Task prompt
Report every line below that holds the word "name".
[Source records]
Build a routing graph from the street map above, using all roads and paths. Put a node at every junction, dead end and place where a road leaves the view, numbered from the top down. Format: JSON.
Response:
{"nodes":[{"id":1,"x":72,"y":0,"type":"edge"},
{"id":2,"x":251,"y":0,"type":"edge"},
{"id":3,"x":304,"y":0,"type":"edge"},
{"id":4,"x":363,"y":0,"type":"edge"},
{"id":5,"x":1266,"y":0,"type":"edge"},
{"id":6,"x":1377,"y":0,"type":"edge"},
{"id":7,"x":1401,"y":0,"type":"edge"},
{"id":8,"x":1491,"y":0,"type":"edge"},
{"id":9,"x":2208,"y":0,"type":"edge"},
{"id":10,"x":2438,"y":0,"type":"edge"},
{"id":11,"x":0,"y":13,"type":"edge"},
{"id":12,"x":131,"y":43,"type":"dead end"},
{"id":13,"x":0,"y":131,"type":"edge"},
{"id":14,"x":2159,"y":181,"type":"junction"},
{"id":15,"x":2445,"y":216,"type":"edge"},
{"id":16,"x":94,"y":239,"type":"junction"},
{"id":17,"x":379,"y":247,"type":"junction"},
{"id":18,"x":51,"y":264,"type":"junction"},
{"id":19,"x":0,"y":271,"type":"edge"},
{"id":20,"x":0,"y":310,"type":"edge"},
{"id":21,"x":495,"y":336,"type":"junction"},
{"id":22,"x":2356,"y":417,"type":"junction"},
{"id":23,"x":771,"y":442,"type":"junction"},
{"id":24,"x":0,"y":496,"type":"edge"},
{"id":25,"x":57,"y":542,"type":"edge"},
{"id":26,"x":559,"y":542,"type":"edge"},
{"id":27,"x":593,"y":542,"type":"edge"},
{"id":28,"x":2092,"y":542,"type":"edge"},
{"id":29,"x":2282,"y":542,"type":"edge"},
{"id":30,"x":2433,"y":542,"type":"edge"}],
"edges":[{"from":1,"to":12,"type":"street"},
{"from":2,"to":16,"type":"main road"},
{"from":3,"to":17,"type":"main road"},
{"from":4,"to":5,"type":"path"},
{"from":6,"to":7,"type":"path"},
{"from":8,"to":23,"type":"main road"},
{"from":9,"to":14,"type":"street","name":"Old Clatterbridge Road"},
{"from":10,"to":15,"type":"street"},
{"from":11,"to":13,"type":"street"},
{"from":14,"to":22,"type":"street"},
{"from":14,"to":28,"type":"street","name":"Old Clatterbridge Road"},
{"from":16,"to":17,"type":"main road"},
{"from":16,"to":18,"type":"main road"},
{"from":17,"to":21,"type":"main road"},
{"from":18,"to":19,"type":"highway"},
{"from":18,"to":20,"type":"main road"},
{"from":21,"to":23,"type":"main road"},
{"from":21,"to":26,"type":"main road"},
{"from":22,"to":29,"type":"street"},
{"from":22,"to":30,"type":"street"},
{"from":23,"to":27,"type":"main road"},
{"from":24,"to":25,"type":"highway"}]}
[/Source records]
Result
{"from":9,"to":14,"type":"street","name":"Old Clatterbridge Road"},
{"from":14,"to":28,"type":"street","name":"Old Clatterbridge Road"},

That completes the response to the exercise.